> _WHAT YOU WILL DO_
Skipping all pictures, set down the lines of the listing from the first through the one with "Road topology of the street".

--- INPUT MATERIAL Enclosed Below ---

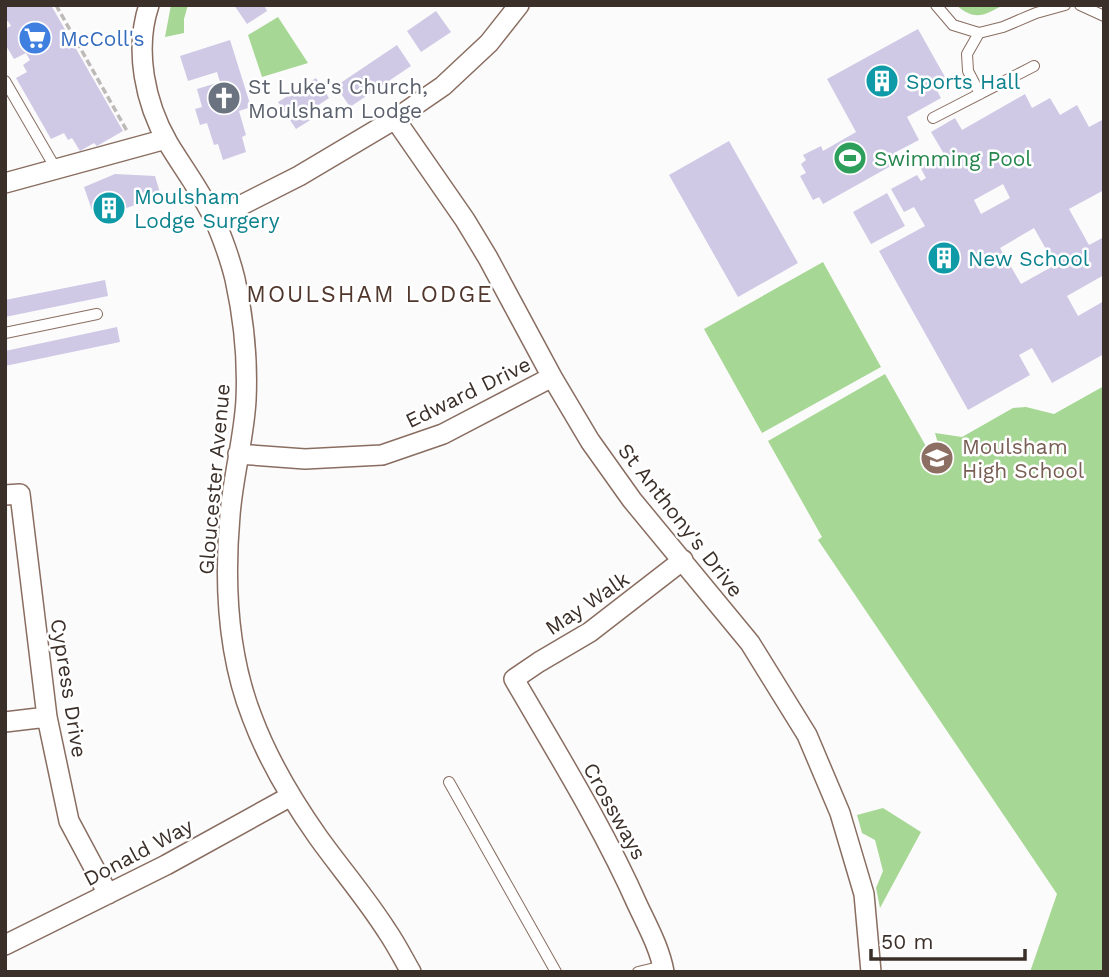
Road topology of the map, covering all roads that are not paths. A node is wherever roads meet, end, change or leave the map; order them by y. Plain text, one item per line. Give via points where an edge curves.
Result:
1 (149, 5) edge
2 (519, 5) edge
3 (936, 5) edge
4 (1065, 5) edge
5 (1080, 5) edge
6 (1104, 16) edge
7 (979, 33) junction
8 (1034, 66) dead end
9 (5, 81) edge
10 (980, 94) junction
11 (933, 118) dead end
12 (395, 119) junction
13 (166, 139) junction
14 (56, 170) junction
15 (5, 183) edge
16 (214, 219) junction
17 (97, 314) dead end
18 (5, 333) edge
19 (552, 377) junction
20 (238, 454) junction
21 (5, 495) edge
22 (683, 560) junction
23 (514, 679) joint
24 (47, 717) junction
25 (5, 722) edge
26 (449, 782) dead end
27 (291, 796) junction
28 (108, 894) junction
29 (5, 945) edge
30 (663, 969) edge
31 (411, 972) edge
32 (556, 972) edge
33 (638, 972) edge
34 (871, 972) edge

1 - 13 street, Gloucester Avenue via 142,48 144,76
2 - 12 street via 467,64
3 - 7 lane via 953,25
4 - 7 lane
5 - 6 lane
7 - 10 lane via 967,54 968,71
8 - 10 lane
9 - 14 lane
10 - 11 lane
12 - 16 street
12 - 19 street, St Anthony's Drive via 465,220
13 - 14 street
13 - 16 street, Gloucester Avenue
14 - 15 street
16 - 20 street, Gloucester Avenue via 234,276 246,342 246,402
17 - 18 lane
19 - 20 street, Edward Drive via 443,434 382,455 305,459
19 - 22 street, St Anthony's Drive via 632,500
20 - 27 street, Gloucester Avenue via 230,514 230,632 251,717
21 - 24 street, Cypress Drive via 20,494
22 - 23 street, May Walk via 590,632
22 - 34 street, St Anthony's Drive via 750,643 807,735 840,813 864,894
23 - 30 street, Crossways via 625,876
24 - 25 street
24 - 28 street, Cypress Drive via 69,821
26 - 32 lane
27 - 28 street, Donald Way
27 - 31 street, Gloucester Avenue
28 - 29 street, Donald Way
30 - 33 lane

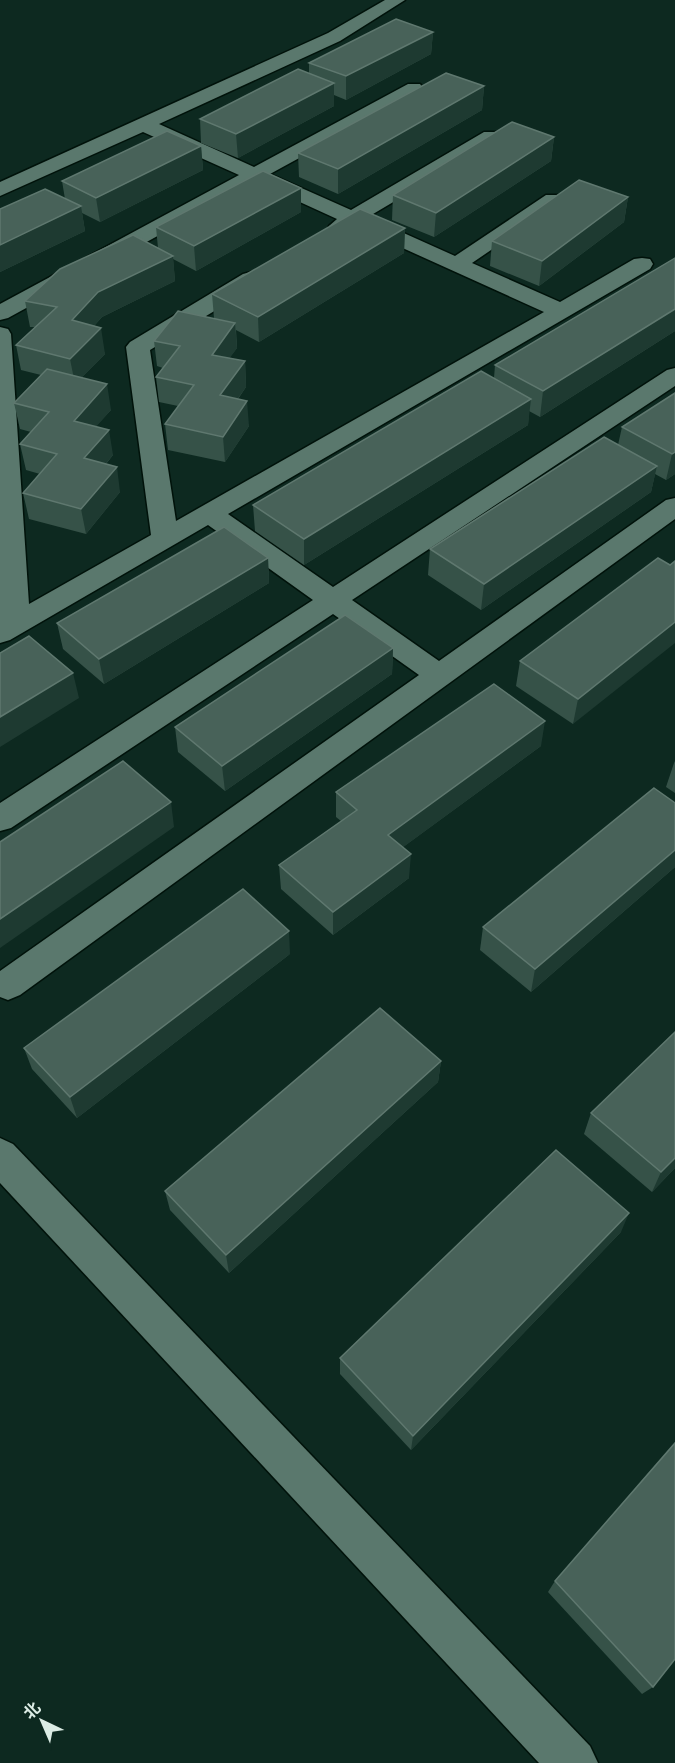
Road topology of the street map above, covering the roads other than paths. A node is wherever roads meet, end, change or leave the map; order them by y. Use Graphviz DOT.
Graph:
graph roads {
  1 [pos="397,0"];
  2 [pos="414,88"];
  3 [pos="144,125"];
  4 [pos="497,132"];
  5 [pos="254,174"];
  6 [pos="0,190"];
  7 [pos="553,199"];
  8 [pos="352,218"];
  9 [pos="321,236"];
  10 [pos="457,264"];
  11 [pos="642,264"];
  12 [pos="271,267"];
  13 [pos="561,311"];
  14 [pos="0,313"];
  15 [pos="0,334"];
  16 [pos="675,375"];
  17 [pos="675,506"];
  18 [pos="209,513"];
  19 [pos="165,539"];
  20 [pos="332,600"];
  21 [pos="8,629"];
  22 [pos="439,675"];
  23 [pos="0,819"];
  24 [pos="8,986"];
  25 [pos="0,1156"];
  26 [pos="573,1763"];
  1 -- 3 [label="street"];
  2 -- 5 [label="street"];
  3 -- 5 [label="street"];
  3 -- 6 [label="street"];
  4 -- 8 [label="street"];
  5 -- 8 [label="street"];
  5 -- 14 [label="street"];
  7 -- 10 [label="street"];
  8 -- 9 [label="street"];
  8 -- 10 [label="street"];
  10 -- 13 [label="street"];
  11 -- 13 [label="street"];
  12 -- 19 [label="street"];
  13 -- 18 [label="street"];
  15 -- 21 [label="street"];
  16 -- 20 [label="street"];
  17 -- 22 [label="street"];
  18 -- 19 [label="street"];
  18 -- 20 [label="street"];
  19 -- 21 [label="street"];
  20 -- 22 [label="street"];
  20 -- 23 [label="street"];
  22 -- 24 [label="street"];
  25 -- 26 [label="street"];
}
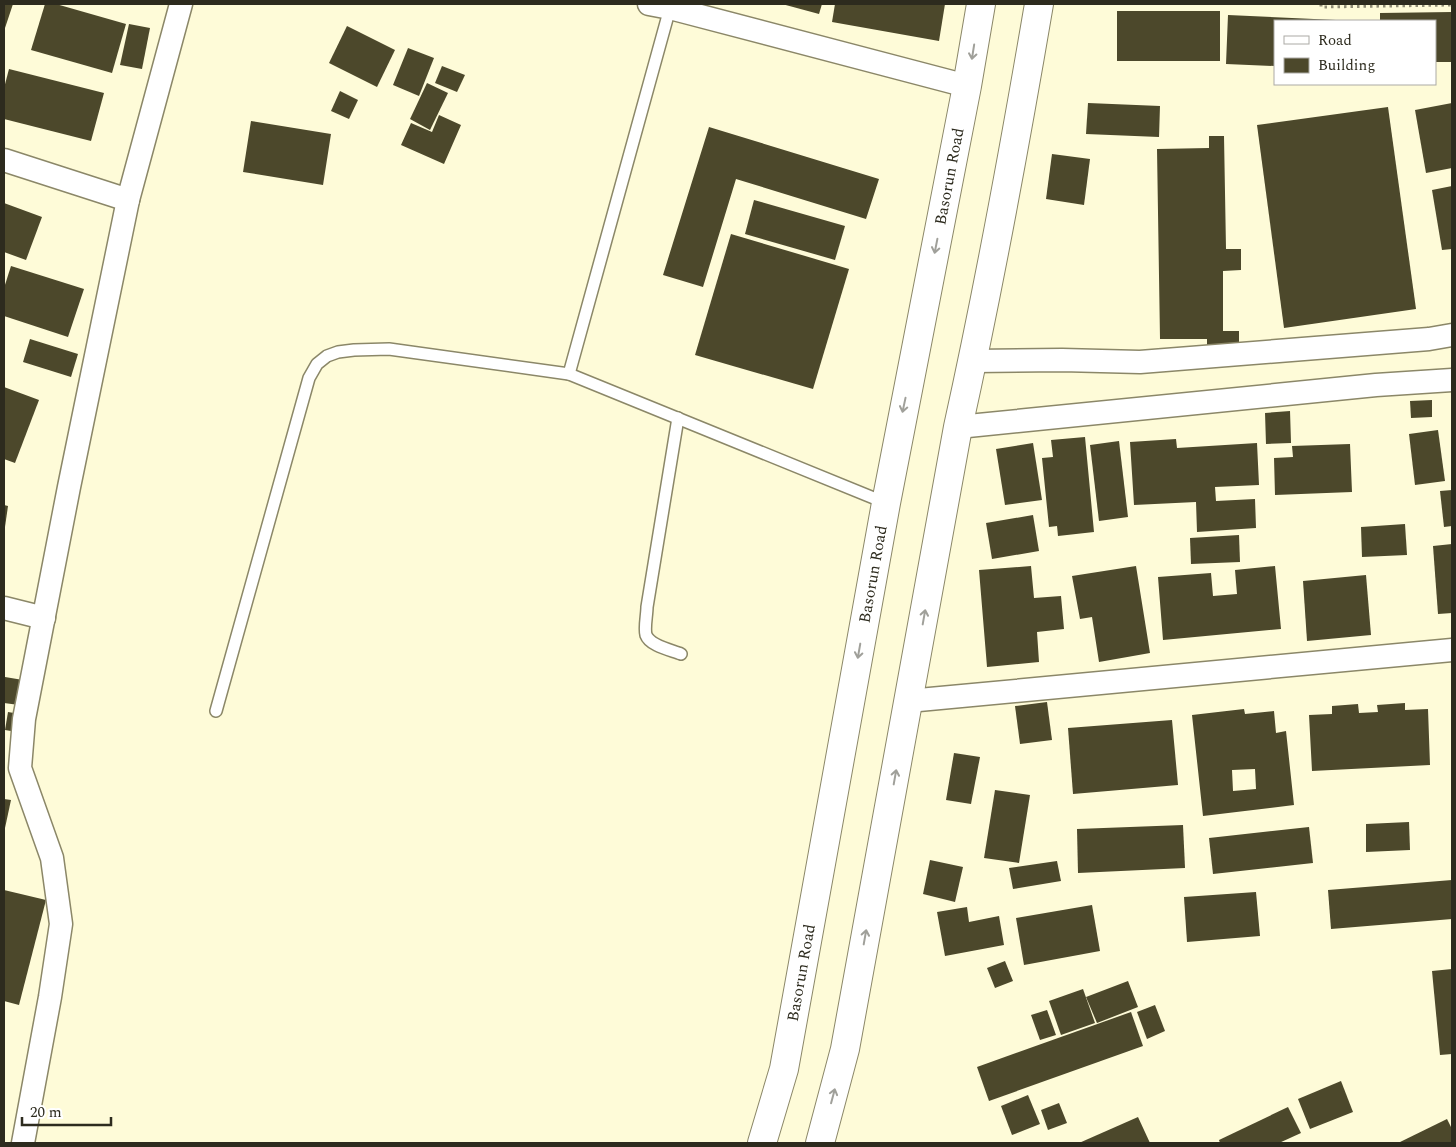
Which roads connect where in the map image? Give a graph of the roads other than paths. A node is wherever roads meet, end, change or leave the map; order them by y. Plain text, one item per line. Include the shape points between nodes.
1 (180, 4) edge
2 (981, 4) edge
3 (1039, 4) edge
4 (663, 5) edge
5 (967, 86) junction
6 (4, 160) edge
7 (128, 200) junction
8 (1452, 336) edge
9 (973, 361) junction
10 (570, 374) junction
11 (1452, 380) edge
12 (678, 418) junction
13 (958, 427) junction
14 (886, 502) junction
15 (4, 608) edge
16 (44, 618) junction
17 (1452, 650) edge
18 (681, 654) dead end
19 (908, 701) junction
20 (216, 711) dead end
21 (23, 1143) edge
22 (762, 1143) edge
23 (820, 1143) edge

1 - 7 street
2 -> 5 main road, Basorun Road
3 - 9 main road
4 - 5 street
4 - 10 lane
5 -> 14 main road, Basorun Road
6 - 7 street
7 - 16 street
8 - 9 street via 1140,362
9 - 13 main road
10 - 12 lane
10 - 20 lane via 389,349 338,352 317,364 309,378
11 - 13 street
12 - 14 lane
12 - 18 lane via 647,607 646,634 654,644
19 -> 13 main road
14 -> 22 main road, Basorun Road via 784,1069
15 - 16 street
16 - 21 street via 24,719 20,768 52,858 61,924
17 - 19 street
23 -> 19 main road via 845,1049

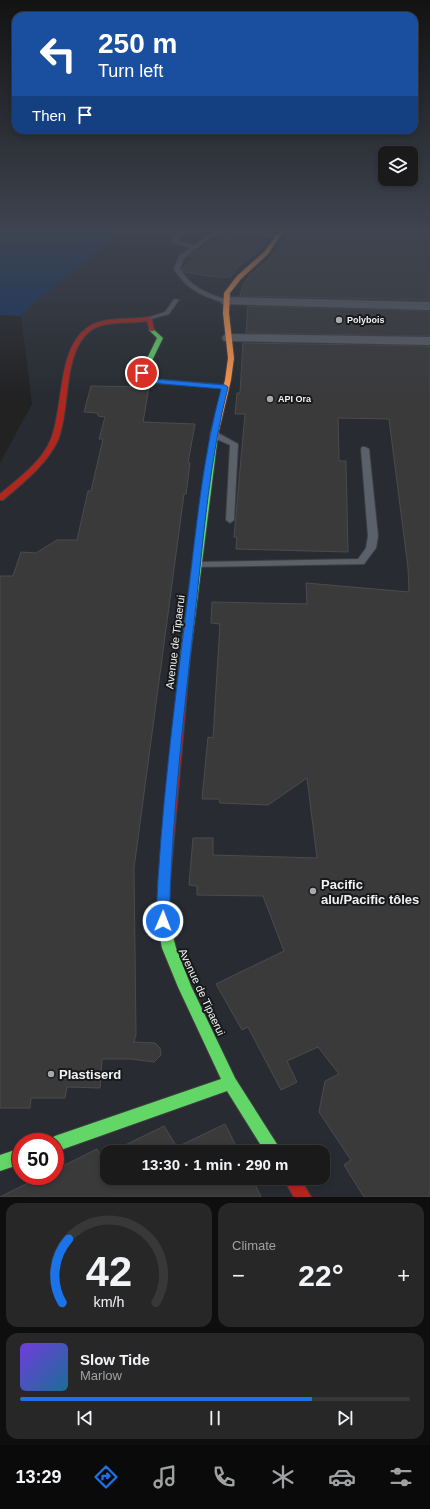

--- End of Enclosed INPUT MATERIAL ---

> _RESULT_
Road topology of the map, covering all roads that are not paths. A node is wherever roads meet, end, change or leave the map; order them by y. Plain text, one item per line. Give via points where an edge curves.
Result:
1 (149, 5) edge
2 (519, 5) edge
3 (936, 5) edge
4 (1065, 5) edge
5 (1080, 5) edge
6 (1104, 16) edge
7 (979, 33) junction
8 (1034, 66) dead end
9 (5, 81) edge
10 (980, 94) junction
11 (933, 118) dead end
12 (395, 119) junction
13 (166, 139) junction
14 (56, 170) junction
15 (5, 183) edge
16 (214, 219) junction
17 (97, 314) dead end
18 (5, 333) edge
19 (552, 377) junction
20 (238, 454) junction
21 (5, 495) edge
22 (683, 560) junction
23 (514, 679) joint
24 (47, 717) junction
25 (5, 722) edge
26 (449, 782) dead end
27 (291, 796) junction
28 (108, 894) junction
29 (5, 945) edge
30 (663, 969) edge
31 (411, 972) edge
32 (556, 972) edge
33 (638, 972) edge
34 (871, 972) edge

1 - 13 street, Gloucester Avenue via 142,48 144,76
2 - 12 street via 467,64
3 - 7 lane via 953,25
4 - 7 lane
5 - 6 lane
7 - 10 lane via 967,54 968,71
8 - 10 lane
9 - 14 lane
10 - 11 lane
12 - 16 street
12 - 19 street, St Anthony's Drive via 465,220
13 - 14 street
13 - 16 street, Gloucester Avenue
14 - 15 street
16 - 20 street, Gloucester Avenue via 234,276 246,342 246,402
17 - 18 lane
19 - 20 street, Edward Drive via 443,434 382,455 305,459
19 - 22 street, St Anthony's Drive via 632,500
20 - 27 street, Gloucester Avenue via 230,514 230,632 251,717
21 - 24 street, Cypress Drive via 20,494
22 - 23 street, May Walk via 590,632
22 - 34 street, St Anthony's Drive via 750,643 807,735 840,813 864,894
23 - 30 street, Crossways via 625,876
24 - 25 street
24 - 28 street, Cypress Drive via 69,821
26 - 32 lane
27 - 28 street, Donald Way
27 - 31 street, Gloucester Avenue
28 - 29 street, Donald Way
30 - 33 lane

Road topology of the street map above, covering the roads other than paths. A node is wherever roads meet, end, change or leave the map; order them by y. Use Graphviz DOT.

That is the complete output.